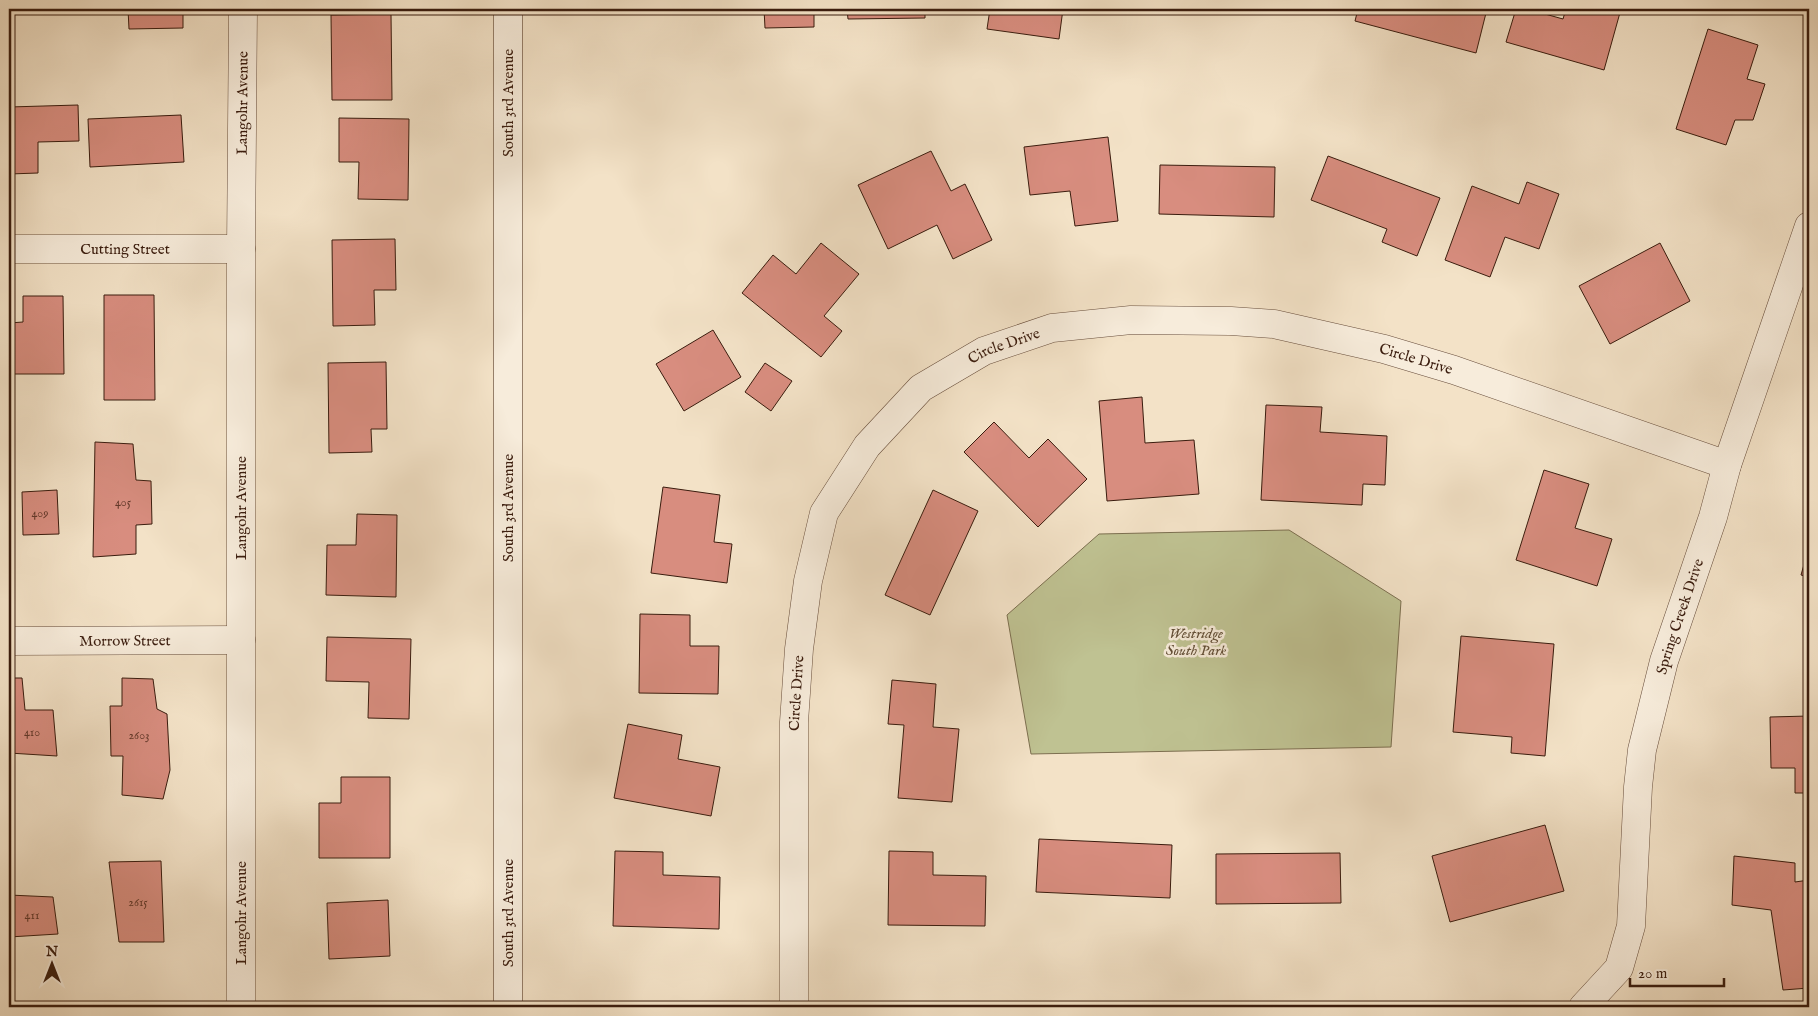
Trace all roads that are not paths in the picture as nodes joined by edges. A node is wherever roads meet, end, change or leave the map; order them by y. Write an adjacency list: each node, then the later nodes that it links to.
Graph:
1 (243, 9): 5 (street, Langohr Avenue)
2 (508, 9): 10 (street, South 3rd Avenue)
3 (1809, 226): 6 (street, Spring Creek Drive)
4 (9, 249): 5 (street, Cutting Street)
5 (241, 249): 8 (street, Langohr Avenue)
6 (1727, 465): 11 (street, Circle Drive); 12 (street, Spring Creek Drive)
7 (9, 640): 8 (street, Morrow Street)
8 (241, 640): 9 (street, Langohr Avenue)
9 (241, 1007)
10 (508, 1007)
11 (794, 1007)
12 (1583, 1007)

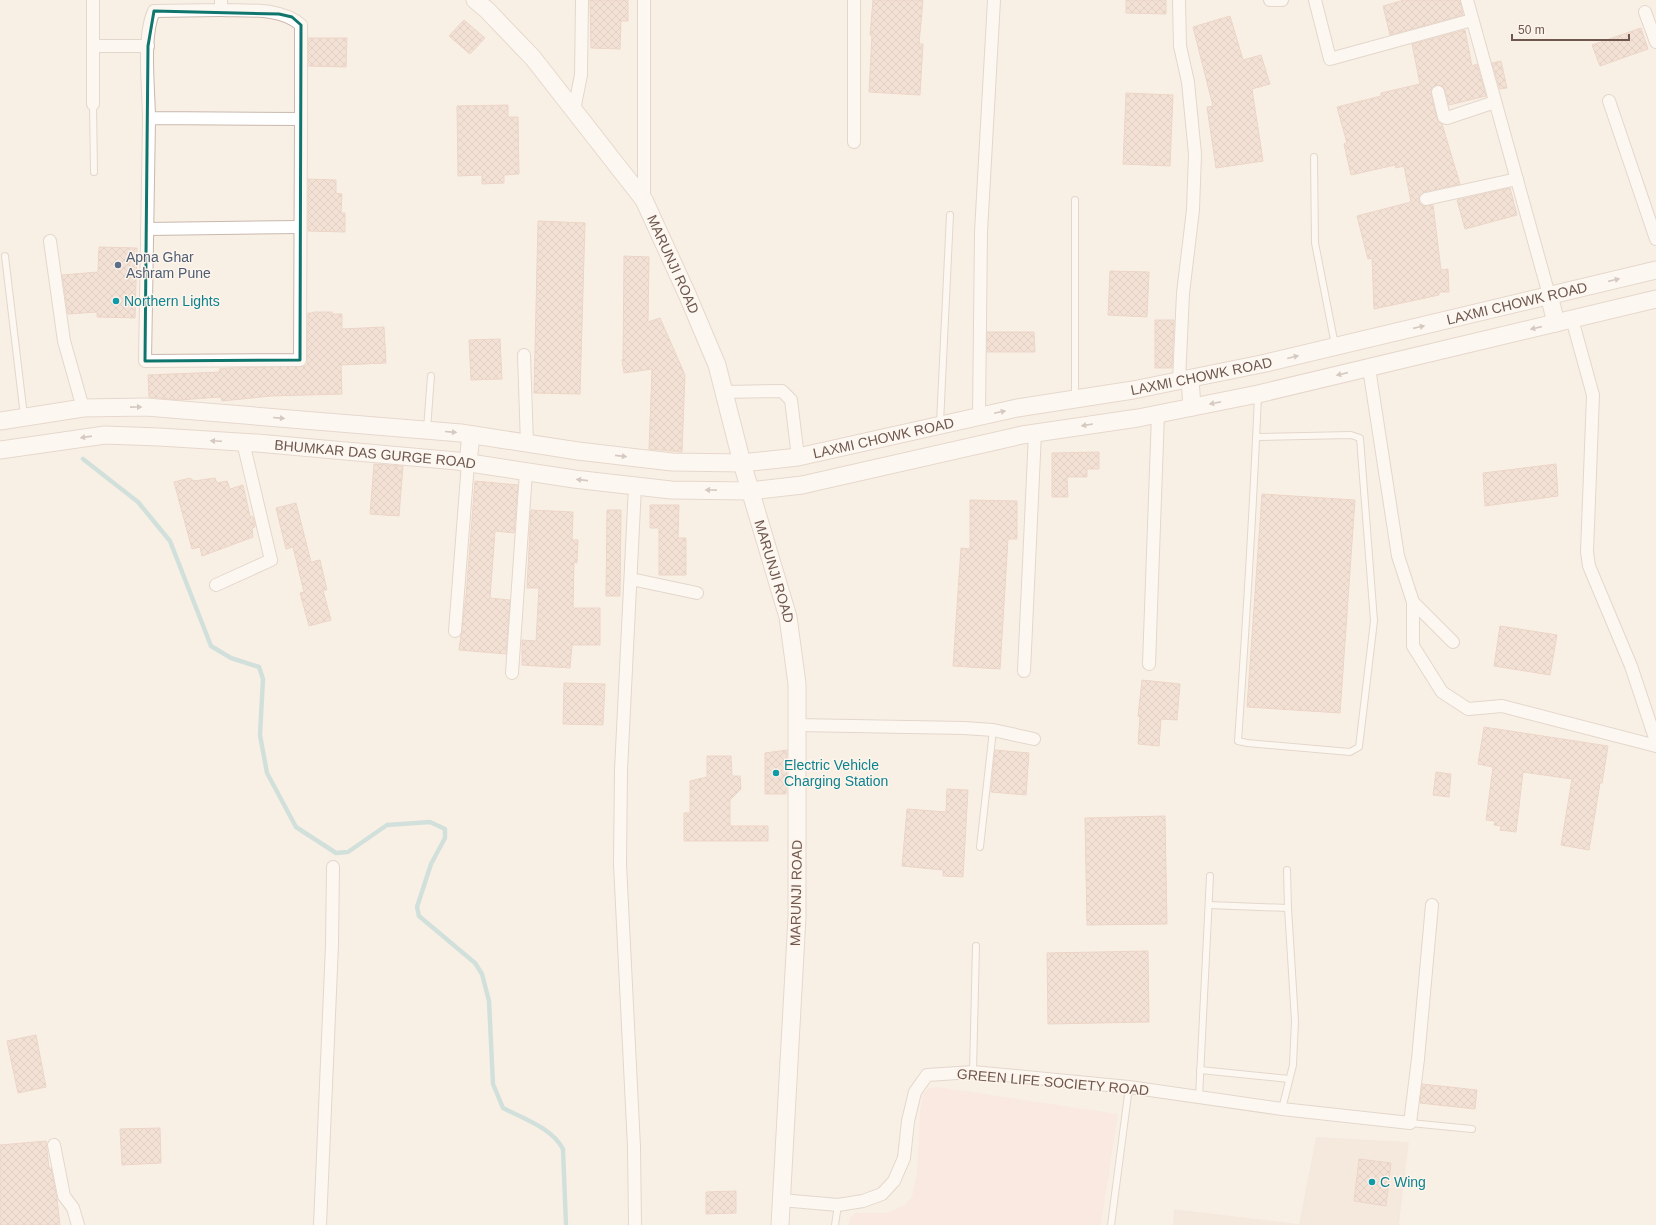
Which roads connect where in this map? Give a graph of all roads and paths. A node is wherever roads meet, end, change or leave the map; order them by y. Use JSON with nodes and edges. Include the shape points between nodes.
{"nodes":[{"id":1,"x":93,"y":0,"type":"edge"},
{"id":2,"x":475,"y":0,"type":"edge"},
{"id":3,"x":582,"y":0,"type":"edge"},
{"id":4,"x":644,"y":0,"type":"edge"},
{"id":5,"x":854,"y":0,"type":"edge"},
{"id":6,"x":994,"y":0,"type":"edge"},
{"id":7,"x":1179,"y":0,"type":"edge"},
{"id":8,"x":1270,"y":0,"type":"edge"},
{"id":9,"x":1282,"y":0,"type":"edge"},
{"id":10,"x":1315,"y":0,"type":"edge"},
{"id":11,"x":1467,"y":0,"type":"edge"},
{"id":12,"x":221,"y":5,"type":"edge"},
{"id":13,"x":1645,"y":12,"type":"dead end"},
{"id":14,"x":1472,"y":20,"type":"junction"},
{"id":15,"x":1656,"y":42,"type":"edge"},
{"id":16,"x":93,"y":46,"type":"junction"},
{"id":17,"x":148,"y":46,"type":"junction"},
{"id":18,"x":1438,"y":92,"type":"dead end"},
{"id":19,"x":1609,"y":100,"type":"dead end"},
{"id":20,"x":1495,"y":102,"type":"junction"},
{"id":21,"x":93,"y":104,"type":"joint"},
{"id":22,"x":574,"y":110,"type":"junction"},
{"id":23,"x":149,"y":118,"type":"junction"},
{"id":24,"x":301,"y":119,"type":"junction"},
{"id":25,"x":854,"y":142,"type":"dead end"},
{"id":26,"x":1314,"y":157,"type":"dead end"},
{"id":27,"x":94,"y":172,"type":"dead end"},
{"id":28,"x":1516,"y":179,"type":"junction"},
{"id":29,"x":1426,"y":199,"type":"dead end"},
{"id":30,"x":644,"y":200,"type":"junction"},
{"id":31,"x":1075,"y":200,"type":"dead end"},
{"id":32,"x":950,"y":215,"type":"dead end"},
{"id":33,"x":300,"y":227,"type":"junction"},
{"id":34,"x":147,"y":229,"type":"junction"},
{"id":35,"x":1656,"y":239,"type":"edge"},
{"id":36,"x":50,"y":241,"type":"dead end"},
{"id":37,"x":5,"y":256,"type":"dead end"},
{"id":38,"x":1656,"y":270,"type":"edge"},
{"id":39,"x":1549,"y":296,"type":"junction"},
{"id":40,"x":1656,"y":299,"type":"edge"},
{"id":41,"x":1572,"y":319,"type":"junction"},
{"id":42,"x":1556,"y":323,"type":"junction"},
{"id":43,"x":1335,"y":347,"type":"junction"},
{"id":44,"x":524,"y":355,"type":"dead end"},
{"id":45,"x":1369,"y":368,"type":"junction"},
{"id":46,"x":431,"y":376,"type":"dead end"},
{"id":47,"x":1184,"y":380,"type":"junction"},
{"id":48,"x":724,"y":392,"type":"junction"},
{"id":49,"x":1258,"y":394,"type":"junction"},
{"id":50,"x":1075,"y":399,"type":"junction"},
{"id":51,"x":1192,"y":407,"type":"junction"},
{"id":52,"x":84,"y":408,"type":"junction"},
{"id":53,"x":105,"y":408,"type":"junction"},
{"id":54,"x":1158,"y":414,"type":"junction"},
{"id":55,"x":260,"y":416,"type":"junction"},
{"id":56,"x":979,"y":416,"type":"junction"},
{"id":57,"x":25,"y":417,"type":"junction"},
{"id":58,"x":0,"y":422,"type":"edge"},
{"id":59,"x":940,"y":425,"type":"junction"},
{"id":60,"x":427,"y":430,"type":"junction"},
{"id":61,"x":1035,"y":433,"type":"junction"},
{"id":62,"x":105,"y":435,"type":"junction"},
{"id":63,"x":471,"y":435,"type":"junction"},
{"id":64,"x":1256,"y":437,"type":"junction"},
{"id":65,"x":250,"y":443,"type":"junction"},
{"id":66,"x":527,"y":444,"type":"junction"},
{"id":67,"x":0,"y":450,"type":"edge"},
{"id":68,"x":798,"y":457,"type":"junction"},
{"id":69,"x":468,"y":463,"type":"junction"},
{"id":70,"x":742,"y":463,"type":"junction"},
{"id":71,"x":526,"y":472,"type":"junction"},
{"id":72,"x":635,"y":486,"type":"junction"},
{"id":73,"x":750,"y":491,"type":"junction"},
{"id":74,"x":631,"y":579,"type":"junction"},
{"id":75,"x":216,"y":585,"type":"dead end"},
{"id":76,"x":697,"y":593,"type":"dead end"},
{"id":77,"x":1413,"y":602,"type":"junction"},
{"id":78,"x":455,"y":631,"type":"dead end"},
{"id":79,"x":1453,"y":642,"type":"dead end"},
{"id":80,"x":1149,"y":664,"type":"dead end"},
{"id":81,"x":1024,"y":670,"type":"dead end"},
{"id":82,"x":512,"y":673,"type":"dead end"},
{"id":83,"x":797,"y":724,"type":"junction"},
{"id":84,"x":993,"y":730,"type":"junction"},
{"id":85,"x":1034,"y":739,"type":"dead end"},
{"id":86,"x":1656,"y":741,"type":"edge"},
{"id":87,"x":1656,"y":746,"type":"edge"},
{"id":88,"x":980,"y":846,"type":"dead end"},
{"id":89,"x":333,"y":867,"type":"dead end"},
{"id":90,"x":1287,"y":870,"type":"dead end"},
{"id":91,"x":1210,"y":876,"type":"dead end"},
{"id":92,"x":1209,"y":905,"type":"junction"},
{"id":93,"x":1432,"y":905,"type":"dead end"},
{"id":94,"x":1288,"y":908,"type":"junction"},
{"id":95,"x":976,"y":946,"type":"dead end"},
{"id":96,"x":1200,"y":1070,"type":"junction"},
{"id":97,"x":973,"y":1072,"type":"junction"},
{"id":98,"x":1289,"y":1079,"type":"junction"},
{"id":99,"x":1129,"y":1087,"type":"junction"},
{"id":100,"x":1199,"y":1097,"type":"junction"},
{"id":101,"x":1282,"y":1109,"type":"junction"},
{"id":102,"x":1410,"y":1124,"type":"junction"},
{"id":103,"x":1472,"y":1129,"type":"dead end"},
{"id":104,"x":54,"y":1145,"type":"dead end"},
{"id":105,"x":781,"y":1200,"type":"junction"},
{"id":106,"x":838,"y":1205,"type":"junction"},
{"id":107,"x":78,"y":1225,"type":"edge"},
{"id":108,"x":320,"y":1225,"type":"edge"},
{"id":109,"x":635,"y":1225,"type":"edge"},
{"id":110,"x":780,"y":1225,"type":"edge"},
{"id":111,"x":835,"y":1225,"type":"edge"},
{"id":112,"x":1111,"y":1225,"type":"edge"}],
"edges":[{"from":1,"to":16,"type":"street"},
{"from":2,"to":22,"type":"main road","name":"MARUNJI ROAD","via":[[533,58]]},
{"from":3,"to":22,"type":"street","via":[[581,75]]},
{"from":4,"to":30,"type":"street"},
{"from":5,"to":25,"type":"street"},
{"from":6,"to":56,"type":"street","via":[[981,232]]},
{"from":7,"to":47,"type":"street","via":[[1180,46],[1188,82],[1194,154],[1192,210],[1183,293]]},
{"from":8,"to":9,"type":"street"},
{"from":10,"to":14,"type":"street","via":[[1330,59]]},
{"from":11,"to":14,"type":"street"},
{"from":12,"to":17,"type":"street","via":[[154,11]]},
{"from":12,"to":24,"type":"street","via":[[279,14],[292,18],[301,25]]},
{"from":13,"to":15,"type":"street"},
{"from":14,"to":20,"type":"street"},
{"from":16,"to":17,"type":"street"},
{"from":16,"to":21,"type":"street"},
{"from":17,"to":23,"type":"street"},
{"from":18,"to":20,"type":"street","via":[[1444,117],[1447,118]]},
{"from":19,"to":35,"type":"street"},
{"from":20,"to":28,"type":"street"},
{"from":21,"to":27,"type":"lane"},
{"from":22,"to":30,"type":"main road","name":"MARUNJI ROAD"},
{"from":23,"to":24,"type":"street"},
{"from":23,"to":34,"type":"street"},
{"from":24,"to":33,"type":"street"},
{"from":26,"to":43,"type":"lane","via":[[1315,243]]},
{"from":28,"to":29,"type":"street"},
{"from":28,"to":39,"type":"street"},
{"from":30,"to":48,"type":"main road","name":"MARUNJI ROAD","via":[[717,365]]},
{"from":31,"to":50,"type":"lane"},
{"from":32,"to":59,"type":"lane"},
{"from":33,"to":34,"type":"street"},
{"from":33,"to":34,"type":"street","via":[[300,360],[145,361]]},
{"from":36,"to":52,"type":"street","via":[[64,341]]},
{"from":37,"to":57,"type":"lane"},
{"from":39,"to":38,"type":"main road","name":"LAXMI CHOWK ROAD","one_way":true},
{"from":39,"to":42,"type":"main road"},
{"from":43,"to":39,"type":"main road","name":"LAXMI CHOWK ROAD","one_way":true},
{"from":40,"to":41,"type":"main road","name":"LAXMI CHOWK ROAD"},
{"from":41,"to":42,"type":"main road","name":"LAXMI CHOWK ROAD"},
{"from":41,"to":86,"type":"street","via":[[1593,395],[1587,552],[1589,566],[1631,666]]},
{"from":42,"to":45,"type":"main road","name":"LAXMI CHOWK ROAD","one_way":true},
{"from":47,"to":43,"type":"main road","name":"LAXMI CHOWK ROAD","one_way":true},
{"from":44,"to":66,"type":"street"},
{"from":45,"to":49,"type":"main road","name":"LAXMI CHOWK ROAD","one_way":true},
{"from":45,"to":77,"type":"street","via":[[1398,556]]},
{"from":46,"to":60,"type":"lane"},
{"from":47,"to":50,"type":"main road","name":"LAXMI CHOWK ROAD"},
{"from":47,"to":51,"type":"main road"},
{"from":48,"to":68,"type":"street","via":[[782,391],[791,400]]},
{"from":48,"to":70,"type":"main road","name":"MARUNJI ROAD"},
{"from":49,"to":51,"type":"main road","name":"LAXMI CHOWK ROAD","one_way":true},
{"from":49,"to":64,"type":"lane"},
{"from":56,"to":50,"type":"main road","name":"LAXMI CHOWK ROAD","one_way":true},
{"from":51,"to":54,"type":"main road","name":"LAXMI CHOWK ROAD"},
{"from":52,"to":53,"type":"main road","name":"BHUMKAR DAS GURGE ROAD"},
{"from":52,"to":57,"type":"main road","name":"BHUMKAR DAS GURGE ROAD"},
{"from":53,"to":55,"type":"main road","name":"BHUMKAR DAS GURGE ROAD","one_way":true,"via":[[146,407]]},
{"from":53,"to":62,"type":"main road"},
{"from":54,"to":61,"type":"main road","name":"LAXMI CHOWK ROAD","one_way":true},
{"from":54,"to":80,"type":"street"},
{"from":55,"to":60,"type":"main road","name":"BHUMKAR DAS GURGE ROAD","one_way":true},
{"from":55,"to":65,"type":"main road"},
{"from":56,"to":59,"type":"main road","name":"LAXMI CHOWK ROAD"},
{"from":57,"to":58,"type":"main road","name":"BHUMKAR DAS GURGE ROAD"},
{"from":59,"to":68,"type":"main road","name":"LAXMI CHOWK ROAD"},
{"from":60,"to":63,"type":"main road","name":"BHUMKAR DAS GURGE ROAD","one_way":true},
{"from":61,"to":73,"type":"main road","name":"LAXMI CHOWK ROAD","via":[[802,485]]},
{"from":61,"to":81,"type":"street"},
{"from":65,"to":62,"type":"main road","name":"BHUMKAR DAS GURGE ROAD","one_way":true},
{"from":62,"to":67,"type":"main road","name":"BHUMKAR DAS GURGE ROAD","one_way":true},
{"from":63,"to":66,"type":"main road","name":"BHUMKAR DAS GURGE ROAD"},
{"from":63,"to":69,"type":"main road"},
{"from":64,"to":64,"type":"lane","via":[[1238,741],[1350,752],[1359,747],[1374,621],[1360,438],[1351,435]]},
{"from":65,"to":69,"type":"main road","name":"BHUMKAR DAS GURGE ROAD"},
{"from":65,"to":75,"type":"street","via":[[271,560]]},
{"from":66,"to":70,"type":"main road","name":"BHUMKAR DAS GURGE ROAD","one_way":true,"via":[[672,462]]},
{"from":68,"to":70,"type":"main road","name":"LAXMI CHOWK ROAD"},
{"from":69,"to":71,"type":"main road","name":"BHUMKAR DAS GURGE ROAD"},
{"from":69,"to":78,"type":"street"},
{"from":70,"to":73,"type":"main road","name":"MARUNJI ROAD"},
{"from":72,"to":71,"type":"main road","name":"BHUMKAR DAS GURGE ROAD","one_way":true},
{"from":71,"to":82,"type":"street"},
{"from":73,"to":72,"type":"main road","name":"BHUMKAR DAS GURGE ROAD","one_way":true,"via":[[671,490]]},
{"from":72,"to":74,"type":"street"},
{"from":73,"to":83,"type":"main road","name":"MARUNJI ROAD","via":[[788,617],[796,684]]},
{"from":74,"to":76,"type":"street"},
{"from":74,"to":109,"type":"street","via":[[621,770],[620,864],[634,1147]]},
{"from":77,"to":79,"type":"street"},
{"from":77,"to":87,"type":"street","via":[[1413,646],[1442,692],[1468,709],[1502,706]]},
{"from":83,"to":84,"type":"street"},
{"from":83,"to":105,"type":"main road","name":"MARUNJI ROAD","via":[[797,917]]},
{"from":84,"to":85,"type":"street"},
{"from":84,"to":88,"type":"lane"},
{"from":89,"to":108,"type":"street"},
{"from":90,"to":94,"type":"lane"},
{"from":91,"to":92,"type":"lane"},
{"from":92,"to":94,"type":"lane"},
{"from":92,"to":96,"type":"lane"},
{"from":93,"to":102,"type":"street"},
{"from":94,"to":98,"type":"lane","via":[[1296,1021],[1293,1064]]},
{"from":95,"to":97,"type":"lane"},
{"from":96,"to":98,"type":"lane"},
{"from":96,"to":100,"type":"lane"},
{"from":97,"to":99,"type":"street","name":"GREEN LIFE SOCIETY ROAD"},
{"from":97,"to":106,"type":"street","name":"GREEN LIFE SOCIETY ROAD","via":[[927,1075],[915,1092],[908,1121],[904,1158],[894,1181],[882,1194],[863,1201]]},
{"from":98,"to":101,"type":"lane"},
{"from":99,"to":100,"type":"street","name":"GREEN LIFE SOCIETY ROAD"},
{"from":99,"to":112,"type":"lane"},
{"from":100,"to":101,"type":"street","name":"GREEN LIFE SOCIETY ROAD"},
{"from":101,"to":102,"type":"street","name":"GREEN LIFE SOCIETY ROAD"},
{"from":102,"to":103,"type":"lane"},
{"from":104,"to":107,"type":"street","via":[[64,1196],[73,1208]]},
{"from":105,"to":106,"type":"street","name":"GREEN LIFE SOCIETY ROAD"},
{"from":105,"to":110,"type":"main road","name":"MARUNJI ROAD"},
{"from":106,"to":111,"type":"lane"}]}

### Work order
Taking the records above as input, show every line in which the word "meet" is present.

### Response box
Trace all roads that are not paths in the picture as nodes joined by edges. A node is wherever roads meet, end, change or leave the map; order them by y. Write an adjacency list: each node, then the later nodes that it links to.
Which roads connect where in this map? Give a graph of all roads and paths. A node is wherever roads meet, end, change or leave the map; order them by y. Use JSON with nodes and edges. Include the shape points between nodes.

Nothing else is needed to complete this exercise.